Renal wrapping-induced hypertension has been extensively used in dogs. Hart and colleagues reported that this model increased LV fibrosis and mass, which was accompanied by elevations in LVEDP 12 weeks after renal wrapping [40]. In their study, LV end-diastolic volume, ejection fraction, stroke volume, cardiac output and neurohumoral activity including circulating angiotensin II, endothelin and catecholamine levels as well as plasma renin activity were all comparable with control levels [40]. In contrast, humoral activation (renin activity, aldosterone, brain natriuretic peptide and adrenomedullin) was increased in bilateral renal wrapping performed by Maniu and colleagues [41]. To our knowledge, the first large animal study designed to specifically address HFpEF was performed by Munagala et al. [42], who showed that bilateral renal wrapping-induced hypertension resulted in increased arterial stiffness, associated with an increased LV mass and fibrosis in old dogs, although LV volume and also LV diastolic stiffness were similar to healthy controls [42]. These authors also reported enhanced end-systolic elastance in this model of HFpEF. Renal wrapping in dogs has also been studied by Hayashida and colleagues, for testing of novel pharmacological treatments for HFpEF [43], and this model continues to be used. Renal wrapping was also applied in an early study in nonhuman primates by Abrahams and colleagues, who observed a progressive increase in LV collagen content, with cardiomyocytes ultimately becoming encased by collagen after 80 weeks of follow-up [44].

In comparison with studies in rodent models (Table 1), obesity or metabolic syndrome (such as high fat diet alone or in combination with experimental diabetes) induced HFpEF has been sparsely studied in large animal models.

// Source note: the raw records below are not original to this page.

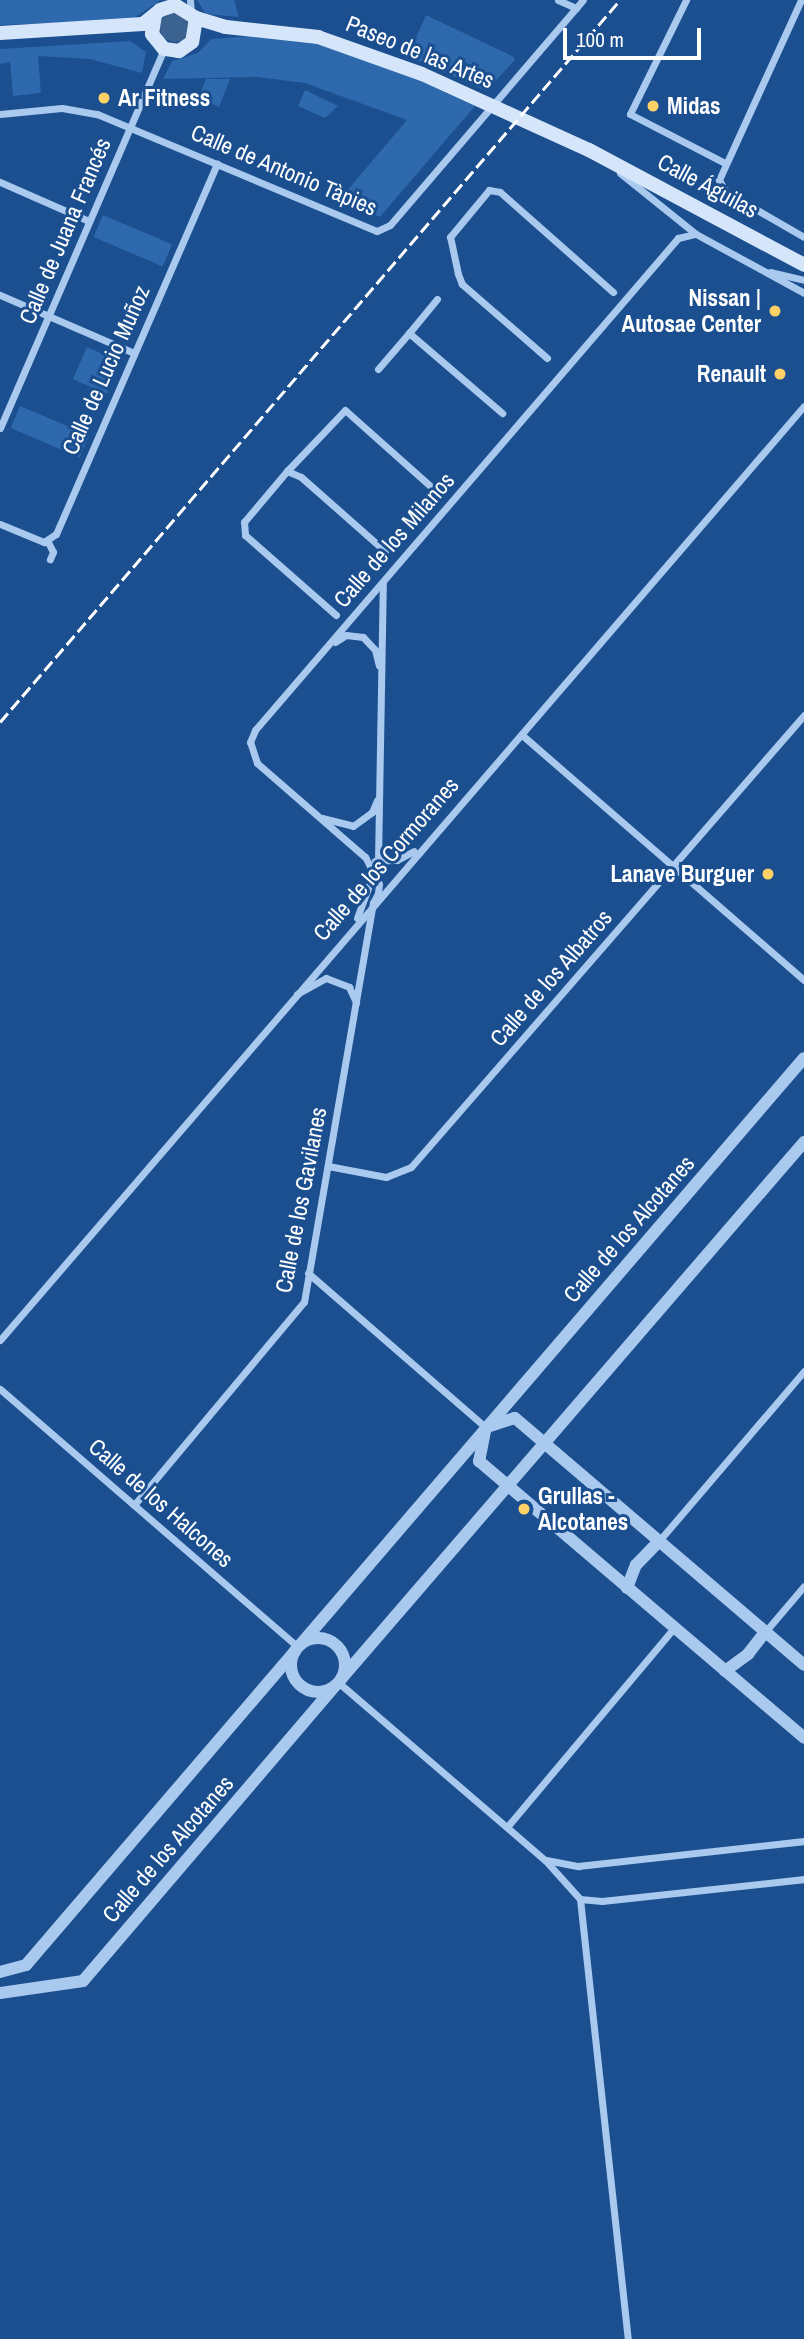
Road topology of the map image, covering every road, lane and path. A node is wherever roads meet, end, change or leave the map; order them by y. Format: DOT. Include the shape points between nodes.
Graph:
graph roads {
  1 [pos="558,0"];
  2 [pos="686,0"];
  3 [pos="801,0"];
  4 [pos="178,3"];
  5 [pos="579,3"];
  6 [pos="192,10"];
  7 [pos="155,16"];
  8 [pos="226,27"];
  9 [pos="0,33"];
  10 [pos="152,34"];
  11 [pos="194,39"];
  12 [pos="0,41"];
  13 [pos="164,48"];
  14 [pos="0,114"];
  15 [pos="131,127"];
  16 [pos="593,152"];
  17 [pos="217,163"];
  18 [pos="725,163"];
  19 [pos="0,182"];
  20 [pos="89,221"];
  21 [pos="802,233"];
  22 [pos="696,234"];
  23 [pos="804,265"];
  24 [pos="762,271"];
  25 [pos="804,280"];
  26 [pos="613,292"];
  27 [pos="804,293"];
  28 [pos="0,295"];
  29 [pos="437,299"];
  30 [pos="49,316"];
  31 [pos="409,333"];
  32 [pos="134,353"];
  33 [pos="547,358"];
  34 [pos="378,369"];
  35 [pos="804,406"];
  36 [pos="502,413"];
  37 [pos="3,414"];
  38 [pos="0,428"];
  39 [pos="287,471"];
  40 [pos="437,492"];
  41 [pos="0,524"];
  42 [pos="48,542"];
  43 [pos="385,551"];
  44 [pos="50,559"];
  45 [pos="383,583"];
  46 [pos="336,615"];
  47 [pos="328,646"];
  48 [pos="381,678"];
  49 [pos="804,715"];
  50 [pos="522,735"];
  51 [pos="379,796"];
  52 [pos="319,817"];
  53 [pos="420,848"];
  54 [pos="365,857"];
  55 [pos="378,861"];
  56 [pos="673,868"];
  57 [pos="374,872"];
  58 [pos="373,903"];
  59 [pos="355,923"];
  60 [pos="804,980"];
  61 [pos="288,1001"];
  62 [pos="357,1011"];
  63 [pos="804,1058"];
  64 [pos="804,1142"];
  65 [pos="328,1166"];
  66 [pos="308,1273"];
  67 [pos="0,1340"];
  68 [pos="804,1371"];
  69 [pos="0,1389"];
  70 [pos="485,1427"];
  71 [pos="545,1444"];
  72 [pos="508,1487"];
  73 [pos="134,1505"];
  74 [pos="658,1542"];
  75 [pos="804,1586"];
  76 [pos="627,1588"];
  77 [pos="674,1628"];
  78 [pos="765,1632"];
  79 [pos="298,1647"];
  80 [pos="804,1665"];
  81 [pos="725,1671"];
  82 [pos="339,1682"];
  83 [pos="804,1738"];
  84 [pos="507,1827"];
  85 [pos="804,1840"];
  86 [pos="545,1860"];
  87 [pos="804,1879"];
  88 [pos="580,1899"];
  89 [pos="2,1972"];
  90 [pos="3,1993"];
  91 [pos="628,2339"];
  1 -- 5 [label="street"];
  2 -- 18 [label="street" via="630,114"];
  3 -- 18 [label="street"];
  4 -- 6 [label="main road"];
  4 -- 7 [label="main road"];
  5 -- 17 [label="street, Calle de Antonio Tàpies" via="390,226 370,230"];
  6 -- 8 [label="main road, Paseo de las Artes"];
  6 -- 11 [label="main road"];
  7 -- 9 [label="main road" via="143,24"];
  7 -- 10 [label="main road"];
  8 -- 11 [label="main road, Paseo de las Artes"];
  8 -- 16 [label="main road, Paseo de las Artes" via="318,37 422,74"];
  10 -- 12 [label="main road" via="135,31"];
  10 -- 13 [label="main road"];
  11 -- 13 [label="main road" via="179,51"];
  13 -- 15 [label="street, Calle de Juana Francés"];
  14 -- 15 [label="street, Calle de Antonio Tàpies" via="62,108 97,114"];
  15 -- 17 [label="street, Calle de Antonio Tàpies"];
  15 -- 20 [label="street, Calle de Juana Francés"];
  16 -- 22 [label="street"];
  16 -- 23 [label="main road, Calle Águilas"];
  17 -- 32 [label="street, Calle de Lucio Muñoz"];
  18 -- 21 [label="street" via="719,180 726,192"];
  19 -- 20 [label="street"];
  20 -- 30 [label="street, Calle de Juana Francés"];
  22 -- 24 [label="street"];
  22 -- 45 [label="street, Calle de los Milanos" via="678,238"];
  24 -- 25 [label="street"];
  24 -- 27 [label="street"];
  26 -- 33 [label="street" via="500,192 489,190 450,237 457,274 462,284"];
  28 -- 30 [label="street"];
  29 -- 31 [label="street"];
  30 -- 32 [label="street"];
  30 -- 37 [label="street, Calle de Juana Francés"];
  31 -- 34 [label="street"];
  31 -- 36 [label="street"];
  32 -- 42 [label="street, Calle de Lucio Muñoz"];
  35 -- 50 [label="street, Calle de los Cormoranes"];
  37 -- 38 [label="street, Calle de Juana Francés"];
  39 -- 40 [label="street" via="345,410"];
  39 -- 43 [label="street" via="301,477"];
  39 -- 46 [label="street" via="243,528"];
  41 -- 42 [label="street"];
  42 -- 44 [label="street" via="53,552"];
  45 -- 47 [label="street, Calle de los Milanos"];
  45 -- 48 [label="street, Calle de los Gavilanes"];
  47 -- 48 [label="street, Calle de los Gavilanes" via="346,635 363,637 375,650"];
  47 -- 52 [label="street, Calle de los Milanos" via="255,730 250,742 257,763"];
  48 -- 51 [label="street, Calle de los Gavilanes"];
  49 -- 56 [label="street, Calle de los Albatros"];
  50 -- 53 [label="street, Calle de los Cormoranes"];
  50 -- 56 [label="street"];
  51 -- 52 [label="street" via="372,812 353,826"];
  51 -- 55 [label="street, Calle de los Gavilanes"];
  52 -- 54 [label="street, Calle de los Milanos"];
  53 -- 55 [label="street" via="397,860"];
  53 -- 58 [label="street, Calle de los Cormoranes"];
  54 -- 55 [label="street"];
  54 -- 57 [label="street"];
  55 -- 57 [label="street, Calle de los Gavilanes"];
  56 -- 60 [label="street"];
  56 -- 65 [label="street, Calle de los Albatros" via="411,1167 386,1177"];
  57 -- 58 [label="street, Calle de los Gavilanes" via="379,884"];
  57 -- 59 [label="street, Calle de los Gavilanes"];
  58 -- 59 [label="street, Calle de los Cormoranes"];
  58 -- 62 [label="street, Calle de los Gavilanes"];
  59 -- 61 [label="street, Calle de los Cormoranes"];
  61 -- 62 [label="street" via="326,978 349,986"];
  61 -- 67 [label="street, Calle de los Cormoranes"];
  62 -- 65 [label="street, Calle de los Gavilanes"];
  63 -- 70 [label="street, Calle de los Alcotanes"];
  64 -- 71 [label="street, Calle de los Alcotanes"];
  65 -- 66 [label="street, Calle de los Gavilanes"];
  66 -- 70 [label="street"];
  66 -- 73 [label="street, Calle de los Gavilanes" via="304,1302"];
  68 -- 74 [label="street"];
  69 -- 73 [label="street, Calle de los Halcones"];
  70 -- 71 [label="street" via="515,1418"];
  70 -- 72 [label="street" via="479,1461"];
  70 -- 79 [label="street, Calle de los Alcotanes"];
  71 -- 72 [label="street, Calle de los Alcotanes"];
  71 -- 74 [label="street"];
  72 -- 76 [label="street"];
  72 -- 82 [label="street, Calle de los Alcotanes"];
  73 -- 79 [label="street, Calle de los Halcones"];
  74 -- 76 [label="street" via="636,1565"];
  74 -- 78 [label="street"];
  75 -- 78 [label="street"];
  76 -- 77 [label="street"];
  77 -- 81 [label="street"];
  77 -- 84 [label="street"];
  78 -- 80 [label="street"];
  78 -- 81 [label="street" via="748,1654"];
  79 -- 82 [label="street" via="317,1637 333,1642 346,1663"];
  79 -- 82 [label="street" via="293,1675 304,1688 320,1692"];
  79 -- 89 [label="street, Calle de los Alcotanes" via="26,1965"];
  81 -- 83 [label="street"];
  82 -- 84 [label="street"];
  82 -- 90 [label="street, Calle de los Alcotanes" via="83,1981"];
  84 -- 86 [label="street"];
  85 -- 86 [label="street" via="578,1867"];
  86 -- 88 [label="street"];
  87 -- 88 [label="street" via="602,1901"];
  88 -- 91 [label="street"];
}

Diastolic dysfunction, albeit in a variable degree, was however documented recently in type 2 DM rhesus monkeys (Table 2), although LV histology was performed in only one diseased animal [45]. Furthermore, several large animal models with features of metabolic syndrome have demonstrated alterations in coronary vascular function and structure. For instance, Trask et al. described in obese Ossabaw swine with metabolic syndrome an hypertrophic inward remodelling of coronary resistance microvessels along with coronary capillary rarefaction, which was associated with a decrease in coronary flow and myocardial ischaemia [46]. In a pre-atherosclerotic diabetes mellitus porcine model with type 2 characteristics small coronary arteries displayed reduced nitric oxide bioavailability and loss of endothelin-1 response [47]. Unfortunately, cardiac function was not investigated, and thus future studies are required to assess the impact of these coronary vascular abnormalities on cardiac function.

With advancing age, the cardiovascular system is known to stiffen, while the prevalence of HFpEF increases. Hence, ageing dogs have been used to investigate the effect of age on features of HFpEF. Ageing alone did not have a major influence on LV structure and function in the study by Munagala et al., but the combination of old age and renal wrapping resulted in impairments in diastolic function although myocardial fibrosis was similar to control levels [42], suggesting that hypertension rather than age was the causal factor [42]. Conversely, a decrease in LV distensibility was observed in aged compared to young dogs, which was accompanied by an increase in LVEDP and a decrease in LV end-diastolic volume [48]. As ejection fraction and LV mass were not affected, this model recapitulates several aspects of HFpEF and may prove useful in future studies.